----- SUPPLIED INFORMATION -----

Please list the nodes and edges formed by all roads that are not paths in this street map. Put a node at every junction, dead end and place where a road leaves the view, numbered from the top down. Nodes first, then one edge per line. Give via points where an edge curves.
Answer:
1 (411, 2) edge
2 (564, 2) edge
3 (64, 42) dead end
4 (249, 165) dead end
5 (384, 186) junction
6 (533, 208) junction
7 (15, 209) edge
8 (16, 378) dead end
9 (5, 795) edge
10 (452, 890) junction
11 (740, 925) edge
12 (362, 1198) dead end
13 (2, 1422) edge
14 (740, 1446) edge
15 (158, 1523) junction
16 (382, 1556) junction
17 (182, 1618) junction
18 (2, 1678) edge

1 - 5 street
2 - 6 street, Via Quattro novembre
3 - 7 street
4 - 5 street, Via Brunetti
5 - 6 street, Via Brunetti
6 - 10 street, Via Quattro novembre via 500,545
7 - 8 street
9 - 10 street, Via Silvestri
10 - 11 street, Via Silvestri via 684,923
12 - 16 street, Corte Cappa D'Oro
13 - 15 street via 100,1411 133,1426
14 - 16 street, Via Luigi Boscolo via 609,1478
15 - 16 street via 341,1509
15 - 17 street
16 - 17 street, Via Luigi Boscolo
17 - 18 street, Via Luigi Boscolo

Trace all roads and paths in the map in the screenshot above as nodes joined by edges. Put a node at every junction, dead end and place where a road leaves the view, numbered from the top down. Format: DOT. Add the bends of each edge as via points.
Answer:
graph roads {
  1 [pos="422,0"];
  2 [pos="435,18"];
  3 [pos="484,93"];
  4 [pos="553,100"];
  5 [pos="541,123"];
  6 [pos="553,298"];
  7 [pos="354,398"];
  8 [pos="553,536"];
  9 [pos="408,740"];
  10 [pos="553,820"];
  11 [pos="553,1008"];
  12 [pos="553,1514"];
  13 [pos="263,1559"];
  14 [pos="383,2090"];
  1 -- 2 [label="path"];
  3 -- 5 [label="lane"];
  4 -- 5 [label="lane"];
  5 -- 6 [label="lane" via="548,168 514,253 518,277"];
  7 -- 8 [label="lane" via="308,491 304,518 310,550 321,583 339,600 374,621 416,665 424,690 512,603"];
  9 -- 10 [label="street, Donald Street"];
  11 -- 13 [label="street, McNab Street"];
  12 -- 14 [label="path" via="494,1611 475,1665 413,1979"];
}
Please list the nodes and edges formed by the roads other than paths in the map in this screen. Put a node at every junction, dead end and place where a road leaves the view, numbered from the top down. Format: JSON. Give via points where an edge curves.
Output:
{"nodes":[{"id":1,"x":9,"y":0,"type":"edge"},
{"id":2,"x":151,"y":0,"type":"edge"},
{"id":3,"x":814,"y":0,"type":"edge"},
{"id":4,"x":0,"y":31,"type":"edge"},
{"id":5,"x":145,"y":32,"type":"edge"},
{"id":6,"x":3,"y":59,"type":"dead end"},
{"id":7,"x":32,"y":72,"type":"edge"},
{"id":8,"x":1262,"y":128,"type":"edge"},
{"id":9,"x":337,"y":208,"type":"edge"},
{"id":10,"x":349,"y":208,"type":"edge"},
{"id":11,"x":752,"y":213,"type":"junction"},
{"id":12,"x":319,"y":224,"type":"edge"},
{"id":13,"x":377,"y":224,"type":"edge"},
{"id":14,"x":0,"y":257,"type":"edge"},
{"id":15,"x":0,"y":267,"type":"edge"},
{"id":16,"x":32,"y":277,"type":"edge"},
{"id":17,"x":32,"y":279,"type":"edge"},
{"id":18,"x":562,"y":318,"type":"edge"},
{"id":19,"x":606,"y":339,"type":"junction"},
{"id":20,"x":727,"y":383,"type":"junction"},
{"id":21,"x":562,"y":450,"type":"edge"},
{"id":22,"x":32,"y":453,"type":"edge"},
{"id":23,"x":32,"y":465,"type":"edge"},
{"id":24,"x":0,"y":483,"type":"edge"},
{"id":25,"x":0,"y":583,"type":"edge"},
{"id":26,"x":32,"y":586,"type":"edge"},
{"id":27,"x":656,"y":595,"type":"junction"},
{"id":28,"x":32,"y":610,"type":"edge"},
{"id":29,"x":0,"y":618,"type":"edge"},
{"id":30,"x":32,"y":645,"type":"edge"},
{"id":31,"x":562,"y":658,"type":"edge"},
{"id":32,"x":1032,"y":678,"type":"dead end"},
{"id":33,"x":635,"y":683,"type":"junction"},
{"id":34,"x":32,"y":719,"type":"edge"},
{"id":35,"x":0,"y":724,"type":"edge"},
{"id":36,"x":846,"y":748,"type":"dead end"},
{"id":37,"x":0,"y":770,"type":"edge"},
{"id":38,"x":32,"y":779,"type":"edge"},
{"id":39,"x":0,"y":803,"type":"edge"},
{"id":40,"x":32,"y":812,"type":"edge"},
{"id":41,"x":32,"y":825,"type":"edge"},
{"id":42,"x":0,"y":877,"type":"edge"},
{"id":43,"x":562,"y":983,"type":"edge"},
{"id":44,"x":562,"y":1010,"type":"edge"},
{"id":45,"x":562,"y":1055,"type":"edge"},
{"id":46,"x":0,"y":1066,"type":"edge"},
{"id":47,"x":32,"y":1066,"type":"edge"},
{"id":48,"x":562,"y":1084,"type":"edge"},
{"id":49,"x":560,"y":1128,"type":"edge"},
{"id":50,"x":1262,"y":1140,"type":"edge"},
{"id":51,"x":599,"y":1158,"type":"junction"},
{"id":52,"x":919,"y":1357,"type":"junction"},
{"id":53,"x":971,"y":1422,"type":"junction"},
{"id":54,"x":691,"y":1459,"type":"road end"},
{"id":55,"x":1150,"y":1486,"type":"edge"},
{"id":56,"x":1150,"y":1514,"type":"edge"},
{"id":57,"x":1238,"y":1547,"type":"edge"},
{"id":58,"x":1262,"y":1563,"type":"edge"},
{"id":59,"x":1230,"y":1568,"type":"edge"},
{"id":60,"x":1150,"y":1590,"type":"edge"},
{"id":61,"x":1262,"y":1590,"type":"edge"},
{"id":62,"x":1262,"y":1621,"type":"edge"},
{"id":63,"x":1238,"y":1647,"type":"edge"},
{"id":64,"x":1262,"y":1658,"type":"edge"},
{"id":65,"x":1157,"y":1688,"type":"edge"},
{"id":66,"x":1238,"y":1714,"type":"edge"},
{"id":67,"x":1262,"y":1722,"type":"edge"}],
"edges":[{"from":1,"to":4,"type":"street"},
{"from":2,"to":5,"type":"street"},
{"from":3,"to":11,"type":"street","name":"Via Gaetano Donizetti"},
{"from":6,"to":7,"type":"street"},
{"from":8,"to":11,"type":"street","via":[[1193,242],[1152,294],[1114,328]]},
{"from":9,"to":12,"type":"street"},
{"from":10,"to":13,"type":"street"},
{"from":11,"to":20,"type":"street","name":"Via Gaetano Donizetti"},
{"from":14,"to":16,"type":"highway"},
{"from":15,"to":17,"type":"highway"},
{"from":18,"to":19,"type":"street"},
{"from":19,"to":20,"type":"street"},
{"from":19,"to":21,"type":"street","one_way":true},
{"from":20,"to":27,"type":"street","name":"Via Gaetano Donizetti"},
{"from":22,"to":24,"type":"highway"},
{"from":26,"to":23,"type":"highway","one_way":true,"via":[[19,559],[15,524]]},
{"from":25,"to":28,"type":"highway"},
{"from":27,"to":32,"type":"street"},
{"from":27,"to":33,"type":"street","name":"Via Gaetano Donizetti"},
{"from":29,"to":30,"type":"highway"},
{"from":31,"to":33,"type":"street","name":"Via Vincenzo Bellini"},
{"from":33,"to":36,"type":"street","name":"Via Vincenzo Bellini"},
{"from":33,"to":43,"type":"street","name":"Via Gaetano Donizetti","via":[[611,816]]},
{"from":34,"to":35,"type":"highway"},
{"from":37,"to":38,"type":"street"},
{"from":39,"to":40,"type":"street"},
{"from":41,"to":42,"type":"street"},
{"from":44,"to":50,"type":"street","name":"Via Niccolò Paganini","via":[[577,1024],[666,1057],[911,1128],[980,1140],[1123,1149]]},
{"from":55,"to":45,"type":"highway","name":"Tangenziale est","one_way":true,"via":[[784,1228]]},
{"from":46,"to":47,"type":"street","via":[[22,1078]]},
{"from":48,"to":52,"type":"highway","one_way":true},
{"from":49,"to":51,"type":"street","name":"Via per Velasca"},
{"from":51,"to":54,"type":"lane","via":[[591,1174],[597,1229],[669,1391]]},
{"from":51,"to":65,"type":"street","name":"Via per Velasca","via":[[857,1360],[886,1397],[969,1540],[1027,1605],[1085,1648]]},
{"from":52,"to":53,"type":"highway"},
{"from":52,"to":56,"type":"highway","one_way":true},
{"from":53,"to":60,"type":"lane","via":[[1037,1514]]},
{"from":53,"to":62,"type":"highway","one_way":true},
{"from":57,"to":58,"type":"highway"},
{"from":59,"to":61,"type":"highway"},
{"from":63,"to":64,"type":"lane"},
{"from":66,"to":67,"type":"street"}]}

-----

* **WHAT IS NEEDED**
Lines from the start of the material above through the line containing "Please list the nodes and edges formed by the" are to be duplicated exactly, and only those.

* **EXERCISE RESPONSE**
Please list the nodes and edges formed by all roads that are not paths in this street map. Put a node at every junction, dead end and place where a road leaves the view, numbered from the top down. Nodes first, then one edge per line. Give via points where an edge curves.
Answer:
1 (411, 2) edge
2 (564, 2) edge
3 (64, 42) dead end
4 (249, 165) dead end
5 (384, 186) junction
6 (533, 208) junction
7 (15, 209) edge
8 (16, 378) dead end
9 (5, 795) edge
10 (452, 890) junction
11 (740, 925) edge
12 (362, 1198) dead end
13 (2, 1422) edge
14 (740, 1446) edge
15 (158, 1523) junction
16 (382, 1556) junction
17 (182, 1618) junction
18 (2, 1678) edge

1 - 5 street
2 - 6 street, Via Quattro novembre
3 - 7 street
4 - 5 street, Via Brunetti
5 - 6 street, Via Brunetti
6 - 10 street, Via Quattro novembre via 500,545
7 - 8 street
9 - 10 street, Via Silvestri
10 - 11 street, Via Silvestri via 684,923
12 - 16 street, Corte Cappa D'Oro
13 - 15 street via 100,1411 133,1426
14 - 16 street, Via Luigi Boscolo via 609,1478
15 - 16 street via 341,1509
15 - 17 street
16 - 17 street, Via Luigi Boscolo
17 - 18 street, Via Luigi Boscolo

Trace all roads and paths in the map in the screenshot above as nodes joined by edges. Put a node at every junction, dead end and place where a road leaves the view, numbered from the top down. Format: DOT. Add the bends of each edge as via points.
Answer:
graph roads {
  1 [pos="422,0"];
  2 [pos="435,18"];
  3 [pos="484,93"];
  4 [pos="553,100"];
  5 [pos="541,123"];
  6 [pos="553,298"];
  7 [pos="354,398"];
  8 [pos="553,536"];
  9 [pos="408,740"];
  10 [pos="553,820"];
  11 [pos="553,1008"];
  12 [pos="553,1514"];
  13 [pos="263,1559"];
  14 [pos="383,2090"];
  1 -- 2 [label="path"];
  3 -- 5 [label="lane"];
  4 -- 5 [label="lane"];
  5 -- 6 [label="lane" via="548,168 514,253 518,277"];
  7 -- 8 [label="lane" via="308,491 304,518 310,550 321,583 339,600 374,621 416,665 424,690 512,603"];
  9 -- 10 [label="street, Donald Street"];
  11 -- 13 [label="street, McNab Street"];
  12 -- 14 [label="path" via="494,1611 475,1665 413,1979"];
}
Please list the nodes and edges formed by the roads other than paths in the map in this screen. Put a node at every junction, dead end and place where a road leaves the view, numbered from the top down. Format: JSON. Give via points where an edge curves.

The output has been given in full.